Tally the lines below containing "every" and report only the total.

:: Extracted records ::

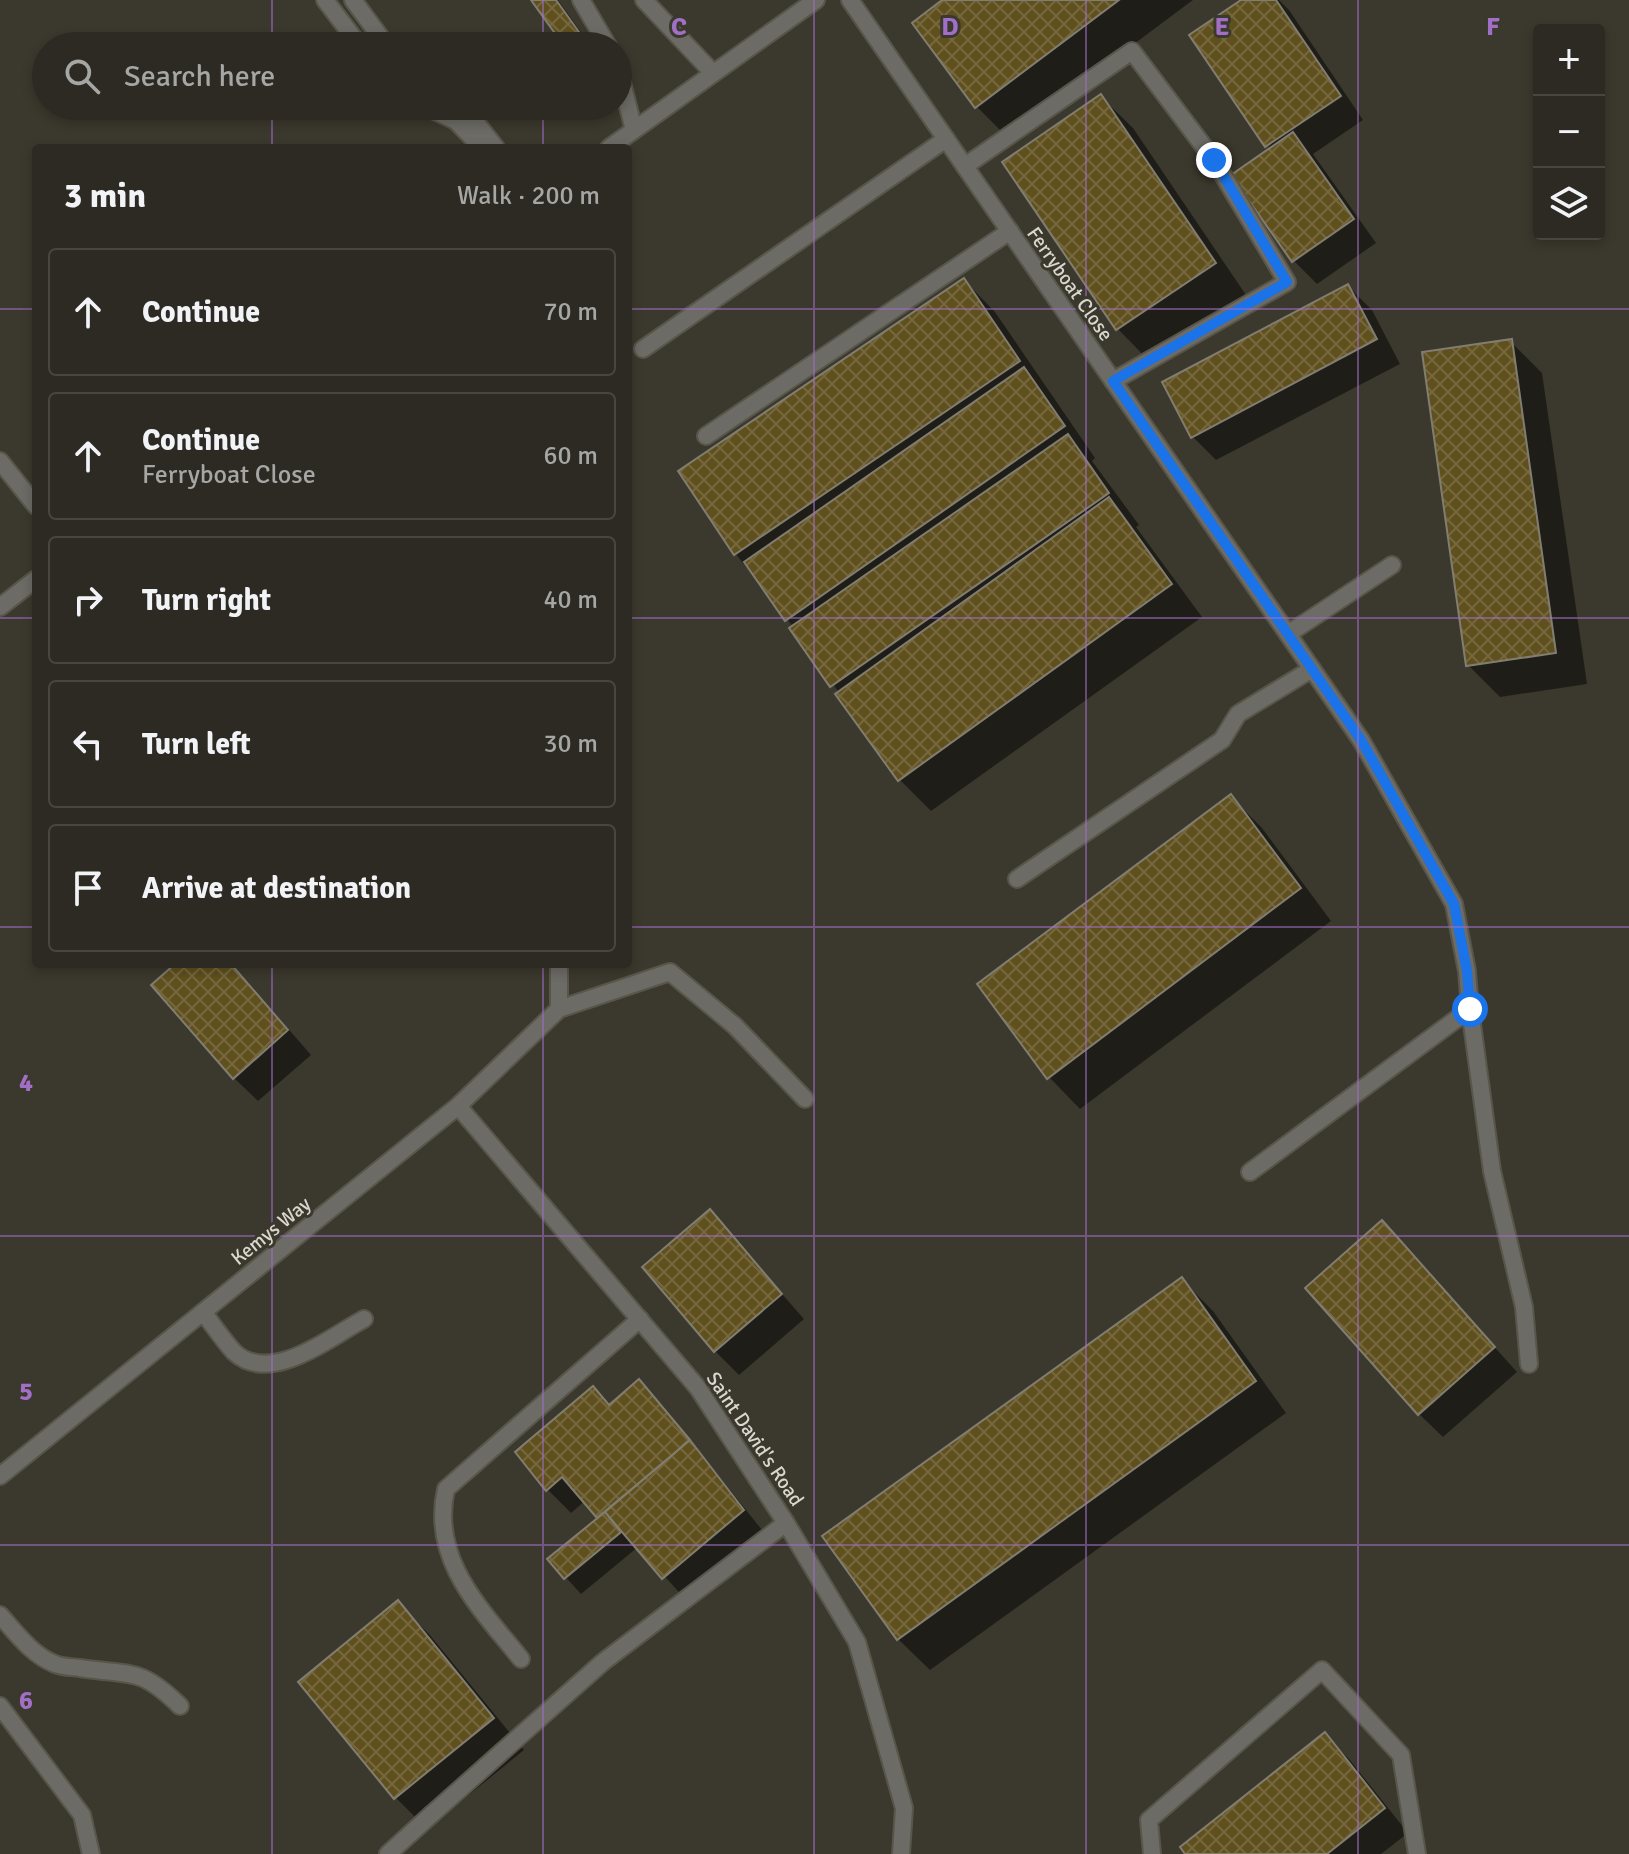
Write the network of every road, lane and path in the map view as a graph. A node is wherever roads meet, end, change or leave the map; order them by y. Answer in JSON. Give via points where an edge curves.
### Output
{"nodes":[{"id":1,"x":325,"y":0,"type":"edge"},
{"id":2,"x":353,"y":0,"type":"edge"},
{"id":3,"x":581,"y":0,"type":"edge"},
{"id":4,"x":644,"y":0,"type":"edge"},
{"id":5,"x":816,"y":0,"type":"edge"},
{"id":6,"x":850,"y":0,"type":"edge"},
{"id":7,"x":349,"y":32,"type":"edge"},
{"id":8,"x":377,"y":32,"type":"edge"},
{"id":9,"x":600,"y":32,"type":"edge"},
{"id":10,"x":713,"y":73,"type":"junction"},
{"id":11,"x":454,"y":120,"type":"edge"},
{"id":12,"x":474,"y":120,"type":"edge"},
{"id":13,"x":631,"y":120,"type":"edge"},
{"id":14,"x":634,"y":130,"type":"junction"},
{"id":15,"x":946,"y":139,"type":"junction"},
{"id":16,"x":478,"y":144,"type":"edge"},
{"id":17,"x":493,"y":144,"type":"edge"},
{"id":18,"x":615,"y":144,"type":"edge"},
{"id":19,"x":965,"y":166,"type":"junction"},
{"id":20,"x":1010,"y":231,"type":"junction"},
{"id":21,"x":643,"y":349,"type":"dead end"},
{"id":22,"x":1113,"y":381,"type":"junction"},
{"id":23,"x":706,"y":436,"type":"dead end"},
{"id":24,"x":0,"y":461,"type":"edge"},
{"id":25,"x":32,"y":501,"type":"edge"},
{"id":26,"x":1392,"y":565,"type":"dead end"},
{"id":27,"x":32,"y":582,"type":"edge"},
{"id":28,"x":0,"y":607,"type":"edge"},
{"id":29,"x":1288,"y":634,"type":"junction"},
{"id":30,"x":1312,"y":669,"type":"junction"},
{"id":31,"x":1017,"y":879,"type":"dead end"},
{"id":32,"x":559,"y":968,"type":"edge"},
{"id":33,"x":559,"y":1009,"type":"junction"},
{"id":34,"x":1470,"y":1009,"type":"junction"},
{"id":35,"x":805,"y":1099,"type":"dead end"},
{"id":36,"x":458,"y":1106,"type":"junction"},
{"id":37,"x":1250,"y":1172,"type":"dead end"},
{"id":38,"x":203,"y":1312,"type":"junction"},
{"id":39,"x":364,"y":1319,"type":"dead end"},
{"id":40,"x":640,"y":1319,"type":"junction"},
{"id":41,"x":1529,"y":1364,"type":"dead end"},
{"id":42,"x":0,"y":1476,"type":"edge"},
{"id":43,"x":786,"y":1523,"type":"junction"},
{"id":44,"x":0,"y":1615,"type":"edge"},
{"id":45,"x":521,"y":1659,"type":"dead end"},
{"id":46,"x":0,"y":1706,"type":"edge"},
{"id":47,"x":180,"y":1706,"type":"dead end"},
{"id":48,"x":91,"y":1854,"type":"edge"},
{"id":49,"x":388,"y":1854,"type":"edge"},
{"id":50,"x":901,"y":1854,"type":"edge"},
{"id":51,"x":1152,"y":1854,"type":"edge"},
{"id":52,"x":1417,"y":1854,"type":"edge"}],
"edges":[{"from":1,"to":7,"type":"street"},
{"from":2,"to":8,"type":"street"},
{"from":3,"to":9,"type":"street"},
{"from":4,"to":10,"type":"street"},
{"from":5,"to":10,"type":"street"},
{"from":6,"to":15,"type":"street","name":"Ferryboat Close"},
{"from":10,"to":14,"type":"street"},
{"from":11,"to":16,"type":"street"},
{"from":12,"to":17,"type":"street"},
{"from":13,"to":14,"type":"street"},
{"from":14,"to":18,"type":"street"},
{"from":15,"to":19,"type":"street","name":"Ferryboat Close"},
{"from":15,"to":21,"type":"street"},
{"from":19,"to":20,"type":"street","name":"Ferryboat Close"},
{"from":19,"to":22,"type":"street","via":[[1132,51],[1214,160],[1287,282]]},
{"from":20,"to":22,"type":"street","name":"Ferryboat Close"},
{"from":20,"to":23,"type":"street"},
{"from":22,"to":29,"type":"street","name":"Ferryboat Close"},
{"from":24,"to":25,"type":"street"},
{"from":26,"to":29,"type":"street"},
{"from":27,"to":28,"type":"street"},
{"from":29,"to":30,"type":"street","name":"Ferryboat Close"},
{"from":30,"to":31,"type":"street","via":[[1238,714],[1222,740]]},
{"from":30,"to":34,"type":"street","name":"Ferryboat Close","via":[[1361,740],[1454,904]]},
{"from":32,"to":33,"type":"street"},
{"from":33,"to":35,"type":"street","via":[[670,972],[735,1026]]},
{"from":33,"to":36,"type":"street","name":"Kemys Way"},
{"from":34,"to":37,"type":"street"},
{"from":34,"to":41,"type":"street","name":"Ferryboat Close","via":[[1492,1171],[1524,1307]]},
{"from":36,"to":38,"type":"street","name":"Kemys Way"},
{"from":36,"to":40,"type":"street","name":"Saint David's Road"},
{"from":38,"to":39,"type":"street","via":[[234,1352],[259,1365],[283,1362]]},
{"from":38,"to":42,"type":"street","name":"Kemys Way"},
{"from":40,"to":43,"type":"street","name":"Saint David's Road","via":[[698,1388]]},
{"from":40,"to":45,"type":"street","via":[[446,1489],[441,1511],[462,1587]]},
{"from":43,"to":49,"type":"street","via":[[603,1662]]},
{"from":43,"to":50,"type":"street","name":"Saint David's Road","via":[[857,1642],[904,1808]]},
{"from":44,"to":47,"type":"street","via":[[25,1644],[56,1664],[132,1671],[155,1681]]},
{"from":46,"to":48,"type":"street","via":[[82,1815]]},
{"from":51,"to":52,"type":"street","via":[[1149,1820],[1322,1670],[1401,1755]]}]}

:::
:: Extracted records ::

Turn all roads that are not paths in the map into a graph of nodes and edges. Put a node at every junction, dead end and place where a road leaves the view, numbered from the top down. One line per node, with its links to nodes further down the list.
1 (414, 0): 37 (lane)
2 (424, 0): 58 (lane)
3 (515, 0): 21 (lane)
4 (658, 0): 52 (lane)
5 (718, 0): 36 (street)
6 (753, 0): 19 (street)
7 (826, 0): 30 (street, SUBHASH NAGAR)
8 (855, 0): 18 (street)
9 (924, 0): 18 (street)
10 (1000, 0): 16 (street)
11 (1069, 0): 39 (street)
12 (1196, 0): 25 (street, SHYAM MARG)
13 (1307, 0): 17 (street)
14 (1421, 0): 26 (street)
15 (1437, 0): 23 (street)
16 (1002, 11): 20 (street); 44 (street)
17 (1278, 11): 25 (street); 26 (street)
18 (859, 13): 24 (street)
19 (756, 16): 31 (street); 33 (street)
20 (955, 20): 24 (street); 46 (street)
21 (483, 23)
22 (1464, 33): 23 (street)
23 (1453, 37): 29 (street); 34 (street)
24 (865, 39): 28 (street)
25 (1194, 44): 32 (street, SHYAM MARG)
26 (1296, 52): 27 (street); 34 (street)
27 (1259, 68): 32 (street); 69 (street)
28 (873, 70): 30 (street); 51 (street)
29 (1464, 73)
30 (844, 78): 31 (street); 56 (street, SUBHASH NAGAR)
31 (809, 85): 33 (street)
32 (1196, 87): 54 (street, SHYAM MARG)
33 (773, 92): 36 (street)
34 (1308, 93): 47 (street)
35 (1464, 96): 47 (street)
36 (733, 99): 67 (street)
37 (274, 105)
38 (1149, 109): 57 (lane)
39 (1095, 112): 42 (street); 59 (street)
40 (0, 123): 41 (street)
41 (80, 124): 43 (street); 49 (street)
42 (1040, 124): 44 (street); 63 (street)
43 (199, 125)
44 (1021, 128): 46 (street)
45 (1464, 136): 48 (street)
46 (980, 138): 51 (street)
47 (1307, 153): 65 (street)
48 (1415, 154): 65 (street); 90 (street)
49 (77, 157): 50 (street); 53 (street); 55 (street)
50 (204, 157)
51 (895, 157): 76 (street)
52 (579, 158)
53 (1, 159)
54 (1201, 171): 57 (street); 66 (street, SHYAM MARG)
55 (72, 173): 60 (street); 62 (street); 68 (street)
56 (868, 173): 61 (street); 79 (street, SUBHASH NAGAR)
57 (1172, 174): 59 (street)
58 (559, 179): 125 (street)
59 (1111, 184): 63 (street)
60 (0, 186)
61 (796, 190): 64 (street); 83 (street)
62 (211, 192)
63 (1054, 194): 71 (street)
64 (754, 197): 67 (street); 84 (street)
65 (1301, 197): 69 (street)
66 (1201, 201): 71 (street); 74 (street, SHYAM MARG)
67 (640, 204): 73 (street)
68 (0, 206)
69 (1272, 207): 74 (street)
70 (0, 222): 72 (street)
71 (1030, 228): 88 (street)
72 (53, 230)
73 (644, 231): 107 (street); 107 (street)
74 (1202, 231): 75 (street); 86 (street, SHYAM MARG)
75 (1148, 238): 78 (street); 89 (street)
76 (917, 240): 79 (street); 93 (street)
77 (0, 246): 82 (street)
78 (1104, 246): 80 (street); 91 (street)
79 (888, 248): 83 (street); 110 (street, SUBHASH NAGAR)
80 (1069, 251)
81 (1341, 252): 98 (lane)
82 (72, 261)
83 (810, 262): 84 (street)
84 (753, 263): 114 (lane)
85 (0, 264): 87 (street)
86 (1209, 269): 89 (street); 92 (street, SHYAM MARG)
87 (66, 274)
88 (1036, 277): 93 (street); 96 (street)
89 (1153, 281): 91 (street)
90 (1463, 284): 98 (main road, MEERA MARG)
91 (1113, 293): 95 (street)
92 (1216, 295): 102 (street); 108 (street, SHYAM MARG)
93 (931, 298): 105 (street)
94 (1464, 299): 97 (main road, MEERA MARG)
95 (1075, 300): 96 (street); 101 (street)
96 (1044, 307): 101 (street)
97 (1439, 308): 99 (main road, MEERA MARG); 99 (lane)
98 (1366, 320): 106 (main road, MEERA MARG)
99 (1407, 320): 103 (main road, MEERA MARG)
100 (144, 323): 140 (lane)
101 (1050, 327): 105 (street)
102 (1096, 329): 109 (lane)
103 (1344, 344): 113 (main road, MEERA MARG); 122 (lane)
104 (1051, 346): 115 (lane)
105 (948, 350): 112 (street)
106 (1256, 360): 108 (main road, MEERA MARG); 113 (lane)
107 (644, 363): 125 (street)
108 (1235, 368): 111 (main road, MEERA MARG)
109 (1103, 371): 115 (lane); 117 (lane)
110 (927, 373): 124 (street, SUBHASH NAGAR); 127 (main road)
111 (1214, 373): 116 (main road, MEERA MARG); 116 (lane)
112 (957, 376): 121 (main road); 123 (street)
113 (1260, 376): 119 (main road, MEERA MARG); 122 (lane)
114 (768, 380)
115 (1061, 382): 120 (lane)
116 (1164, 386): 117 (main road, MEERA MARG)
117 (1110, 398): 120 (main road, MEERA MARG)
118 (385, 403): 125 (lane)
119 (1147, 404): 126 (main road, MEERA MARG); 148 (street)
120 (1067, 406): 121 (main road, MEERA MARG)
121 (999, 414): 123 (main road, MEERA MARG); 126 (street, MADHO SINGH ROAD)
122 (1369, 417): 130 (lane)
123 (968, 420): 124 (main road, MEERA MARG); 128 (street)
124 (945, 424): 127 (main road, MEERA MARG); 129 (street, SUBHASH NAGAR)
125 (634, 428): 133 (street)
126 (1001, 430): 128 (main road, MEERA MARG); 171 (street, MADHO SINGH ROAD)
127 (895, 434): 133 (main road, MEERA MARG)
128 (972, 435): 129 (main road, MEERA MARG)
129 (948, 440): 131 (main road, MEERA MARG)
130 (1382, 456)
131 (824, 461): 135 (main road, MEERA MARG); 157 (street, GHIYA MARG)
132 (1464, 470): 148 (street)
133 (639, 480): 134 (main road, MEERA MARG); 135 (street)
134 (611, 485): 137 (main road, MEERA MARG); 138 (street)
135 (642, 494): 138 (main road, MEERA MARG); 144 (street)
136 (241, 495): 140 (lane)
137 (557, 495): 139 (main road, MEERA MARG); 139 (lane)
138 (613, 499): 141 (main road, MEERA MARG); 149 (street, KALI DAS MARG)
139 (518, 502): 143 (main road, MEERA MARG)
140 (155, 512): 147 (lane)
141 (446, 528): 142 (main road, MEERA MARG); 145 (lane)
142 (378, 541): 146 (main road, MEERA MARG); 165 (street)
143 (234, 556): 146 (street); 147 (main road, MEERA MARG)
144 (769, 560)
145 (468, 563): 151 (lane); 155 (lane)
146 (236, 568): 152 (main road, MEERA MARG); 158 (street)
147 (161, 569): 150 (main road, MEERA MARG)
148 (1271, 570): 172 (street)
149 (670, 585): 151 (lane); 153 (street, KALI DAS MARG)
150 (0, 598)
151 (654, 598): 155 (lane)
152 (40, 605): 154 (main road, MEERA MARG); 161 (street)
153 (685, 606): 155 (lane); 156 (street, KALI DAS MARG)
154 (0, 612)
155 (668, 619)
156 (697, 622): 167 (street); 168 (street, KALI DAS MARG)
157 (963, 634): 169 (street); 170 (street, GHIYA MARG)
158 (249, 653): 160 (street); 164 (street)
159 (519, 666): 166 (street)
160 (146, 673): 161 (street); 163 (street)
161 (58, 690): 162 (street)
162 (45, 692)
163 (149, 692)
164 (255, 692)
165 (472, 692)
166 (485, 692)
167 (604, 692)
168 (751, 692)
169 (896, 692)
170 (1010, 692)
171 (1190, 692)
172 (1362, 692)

:::

Finished task
2